Dataset entries

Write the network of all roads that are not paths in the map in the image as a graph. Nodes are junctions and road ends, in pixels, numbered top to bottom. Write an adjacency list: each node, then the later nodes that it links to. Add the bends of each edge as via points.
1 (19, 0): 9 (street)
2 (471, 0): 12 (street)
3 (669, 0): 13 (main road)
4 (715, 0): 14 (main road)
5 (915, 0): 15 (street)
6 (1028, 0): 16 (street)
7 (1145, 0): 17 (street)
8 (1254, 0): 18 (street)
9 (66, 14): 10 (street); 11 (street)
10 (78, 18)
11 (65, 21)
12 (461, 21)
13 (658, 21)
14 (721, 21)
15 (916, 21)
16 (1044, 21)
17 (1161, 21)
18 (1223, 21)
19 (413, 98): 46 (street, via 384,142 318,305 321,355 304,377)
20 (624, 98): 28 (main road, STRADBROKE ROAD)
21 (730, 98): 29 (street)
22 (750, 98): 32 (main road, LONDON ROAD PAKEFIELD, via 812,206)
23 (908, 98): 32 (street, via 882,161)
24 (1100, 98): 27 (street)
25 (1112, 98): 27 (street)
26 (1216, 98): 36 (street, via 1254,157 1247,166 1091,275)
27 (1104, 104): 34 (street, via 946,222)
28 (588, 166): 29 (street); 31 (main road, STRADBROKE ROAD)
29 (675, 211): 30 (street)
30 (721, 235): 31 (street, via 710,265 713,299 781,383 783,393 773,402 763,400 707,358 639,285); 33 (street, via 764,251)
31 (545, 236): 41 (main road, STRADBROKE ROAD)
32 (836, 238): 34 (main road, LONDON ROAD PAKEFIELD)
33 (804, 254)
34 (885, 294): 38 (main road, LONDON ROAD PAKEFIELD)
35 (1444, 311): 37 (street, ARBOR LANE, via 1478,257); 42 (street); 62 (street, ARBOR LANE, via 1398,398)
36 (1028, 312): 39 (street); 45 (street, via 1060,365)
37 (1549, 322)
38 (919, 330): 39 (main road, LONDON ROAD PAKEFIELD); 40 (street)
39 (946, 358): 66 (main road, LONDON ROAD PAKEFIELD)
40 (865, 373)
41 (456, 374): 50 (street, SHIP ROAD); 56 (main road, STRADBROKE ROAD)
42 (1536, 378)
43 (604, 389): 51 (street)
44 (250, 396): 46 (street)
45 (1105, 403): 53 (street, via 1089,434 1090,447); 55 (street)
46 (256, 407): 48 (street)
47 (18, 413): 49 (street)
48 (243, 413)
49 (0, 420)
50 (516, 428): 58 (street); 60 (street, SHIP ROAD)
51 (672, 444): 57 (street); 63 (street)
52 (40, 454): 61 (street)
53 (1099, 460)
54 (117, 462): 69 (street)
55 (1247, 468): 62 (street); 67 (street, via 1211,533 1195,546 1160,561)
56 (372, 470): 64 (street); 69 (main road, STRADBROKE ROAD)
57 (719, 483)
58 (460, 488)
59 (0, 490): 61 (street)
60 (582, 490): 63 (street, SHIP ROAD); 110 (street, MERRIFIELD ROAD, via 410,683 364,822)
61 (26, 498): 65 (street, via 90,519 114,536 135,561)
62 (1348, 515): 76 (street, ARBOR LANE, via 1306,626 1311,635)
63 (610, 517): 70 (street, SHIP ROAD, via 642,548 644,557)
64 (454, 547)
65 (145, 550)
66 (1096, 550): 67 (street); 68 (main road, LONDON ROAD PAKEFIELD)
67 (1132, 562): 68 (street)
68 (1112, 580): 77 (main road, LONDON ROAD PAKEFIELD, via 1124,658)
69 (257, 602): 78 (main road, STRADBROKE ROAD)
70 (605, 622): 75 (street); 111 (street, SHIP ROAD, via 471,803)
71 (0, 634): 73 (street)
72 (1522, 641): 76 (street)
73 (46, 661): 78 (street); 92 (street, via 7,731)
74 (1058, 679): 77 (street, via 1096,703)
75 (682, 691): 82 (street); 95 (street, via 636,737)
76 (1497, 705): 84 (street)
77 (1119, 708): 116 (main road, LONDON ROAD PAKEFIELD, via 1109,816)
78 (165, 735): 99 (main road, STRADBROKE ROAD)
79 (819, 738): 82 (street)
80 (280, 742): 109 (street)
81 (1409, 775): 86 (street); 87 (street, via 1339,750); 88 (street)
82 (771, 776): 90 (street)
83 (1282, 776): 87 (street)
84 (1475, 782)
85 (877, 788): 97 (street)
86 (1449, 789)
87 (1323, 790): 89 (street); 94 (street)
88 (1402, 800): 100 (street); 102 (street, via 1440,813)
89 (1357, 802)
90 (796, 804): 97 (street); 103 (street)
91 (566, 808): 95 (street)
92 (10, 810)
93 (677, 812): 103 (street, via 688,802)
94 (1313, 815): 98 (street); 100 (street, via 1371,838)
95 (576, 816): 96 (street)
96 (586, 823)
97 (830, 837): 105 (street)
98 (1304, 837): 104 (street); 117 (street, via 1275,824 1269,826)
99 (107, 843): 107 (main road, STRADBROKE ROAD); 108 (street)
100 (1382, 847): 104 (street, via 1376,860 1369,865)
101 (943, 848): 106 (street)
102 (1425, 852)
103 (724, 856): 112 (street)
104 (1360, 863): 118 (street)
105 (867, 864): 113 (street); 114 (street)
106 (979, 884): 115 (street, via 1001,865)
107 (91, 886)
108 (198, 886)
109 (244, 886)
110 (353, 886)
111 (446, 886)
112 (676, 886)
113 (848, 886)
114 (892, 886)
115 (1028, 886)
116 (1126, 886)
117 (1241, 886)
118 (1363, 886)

• _DIRECTIONS FOR THIS TASK_
Within the data, how many lines hold the word "SHIP"? State only that number.

• _RESPONSE BELOW_
5